→ Materials provided:

────────────────

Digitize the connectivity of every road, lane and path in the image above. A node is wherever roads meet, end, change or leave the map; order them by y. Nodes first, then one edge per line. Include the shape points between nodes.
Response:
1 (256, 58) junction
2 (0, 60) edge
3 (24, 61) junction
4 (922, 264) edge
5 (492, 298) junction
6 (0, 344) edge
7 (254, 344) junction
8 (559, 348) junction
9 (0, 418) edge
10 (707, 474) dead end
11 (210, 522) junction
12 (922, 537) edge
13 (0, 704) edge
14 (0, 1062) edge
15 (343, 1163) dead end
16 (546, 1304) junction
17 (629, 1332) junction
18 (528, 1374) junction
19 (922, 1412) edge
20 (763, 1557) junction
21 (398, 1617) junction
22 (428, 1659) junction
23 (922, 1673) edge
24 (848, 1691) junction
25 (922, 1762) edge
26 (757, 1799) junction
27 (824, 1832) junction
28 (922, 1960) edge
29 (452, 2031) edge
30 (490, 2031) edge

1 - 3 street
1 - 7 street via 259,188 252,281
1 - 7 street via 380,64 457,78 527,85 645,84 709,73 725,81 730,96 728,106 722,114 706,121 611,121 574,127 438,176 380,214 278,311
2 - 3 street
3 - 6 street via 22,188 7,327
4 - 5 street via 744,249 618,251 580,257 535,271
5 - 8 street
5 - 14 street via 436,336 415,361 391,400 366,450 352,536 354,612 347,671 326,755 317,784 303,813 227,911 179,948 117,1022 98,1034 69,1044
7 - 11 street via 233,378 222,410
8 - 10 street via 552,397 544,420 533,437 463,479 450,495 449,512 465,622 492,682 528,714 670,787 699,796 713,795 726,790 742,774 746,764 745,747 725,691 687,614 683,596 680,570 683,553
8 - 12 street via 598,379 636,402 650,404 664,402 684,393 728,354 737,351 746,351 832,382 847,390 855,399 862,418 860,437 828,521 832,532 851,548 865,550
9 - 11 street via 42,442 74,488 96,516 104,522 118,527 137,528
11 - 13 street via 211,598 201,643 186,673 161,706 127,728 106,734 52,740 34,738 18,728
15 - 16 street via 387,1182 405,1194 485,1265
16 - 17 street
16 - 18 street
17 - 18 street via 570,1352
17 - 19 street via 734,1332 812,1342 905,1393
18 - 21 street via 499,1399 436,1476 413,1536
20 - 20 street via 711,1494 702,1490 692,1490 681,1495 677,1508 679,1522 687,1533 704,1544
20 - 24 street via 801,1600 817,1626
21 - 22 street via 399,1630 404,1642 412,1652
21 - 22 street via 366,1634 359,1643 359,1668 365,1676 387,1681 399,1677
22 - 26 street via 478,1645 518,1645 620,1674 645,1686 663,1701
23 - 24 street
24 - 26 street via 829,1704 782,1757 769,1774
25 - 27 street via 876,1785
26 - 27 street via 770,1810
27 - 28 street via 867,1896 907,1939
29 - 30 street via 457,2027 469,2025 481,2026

────────────────

→ Task description: Could every entry above be printed again, word for word?

→ Solution for this problem:
Digitize the connectivity of every road, lane and path in the image above. A node is wherever roads meet, end, change or leave the map; order them by y. Nodes first, then one edge per line. Include the shape points between nodes.
Response:
1 (256, 58) junction
2 (0, 60) edge
3 (24, 61) junction
4 (922, 264) edge
5 (492, 298) junction
6 (0, 344) edge
7 (254, 344) junction
8 (559, 348) junction
9 (0, 418) edge
10 (707, 474) dead end
11 (210, 522) junction
12 (922, 537) edge
13 (0, 704) edge
14 (0, 1062) edge
15 (343, 1163) dead end
16 (546, 1304) junction
17 (629, 1332) junction
18 (528, 1374) junction
19 (922, 1412) edge
20 (763, 1557) junction
21 (398, 1617) junction
22 (428, 1659) junction
23 (922, 1673) edge
24 (848, 1691) junction
25 (922, 1762) edge
26 (757, 1799) junction
27 (824, 1832) junction
28 (922, 1960) edge
29 (452, 2031) edge
30 (490, 2031) edge

1 - 3 street
1 - 7 street via 259,188 252,281
1 - 7 street via 380,64 457,78 527,85 645,84 709,73 725,81 730,96 728,106 722,114 706,121 611,121 574,127 438,176 380,214 278,311
2 - 3 street
3 - 6 street via 22,188 7,327
4 - 5 street via 744,249 618,251 580,257 535,271
5 - 8 street
5 - 14 street via 436,336 415,361 391,400 366,450 352,536 354,612 347,671 326,755 317,784 303,813 227,911 179,948 117,1022 98,1034 69,1044
7 - 11 street via 233,378 222,410
8 - 10 street via 552,397 544,420 533,437 463,479 450,495 449,512 465,622 492,682 528,714 670,787 699,796 713,795 726,790 742,774 746,764 745,747 725,691 687,614 683,596 680,570 683,553
8 - 12 street via 598,379 636,402 650,404 664,402 684,393 728,354 737,351 746,351 832,382 847,390 855,399 862,418 860,437 828,521 832,532 851,548 865,550
9 - 11 street via 42,442 74,488 96,516 104,522 118,527 137,528
11 - 13 street via 211,598 201,643 186,673 161,706 127,728 106,734 52,740 34,738 18,728
15 - 16 street via 387,1182 405,1194 485,1265
16 - 17 street
16 - 18 street
17 - 18 street via 570,1352
17 - 19 street via 734,1332 812,1342 905,1393
18 - 21 street via 499,1399 436,1476 413,1536
20 - 20 street via 711,1494 702,1490 692,1490 681,1495 677,1508 679,1522 687,1533 704,1544
20 - 24 street via 801,1600 817,1626
21 - 22 street via 399,1630 404,1642 412,1652
21 - 22 street via 366,1634 359,1643 359,1668 365,1676 387,1681 399,1677
22 - 26 street via 478,1645 518,1645 620,1674 645,1686 663,1701
23 - 24 street
24 - 26 street via 829,1704 782,1757 769,1774
25 - 27 street via 876,1785
26 - 27 street via 770,1810
27 - 28 street via 867,1896 907,1939
29 - 30 street via 457,2027 469,2025 481,2026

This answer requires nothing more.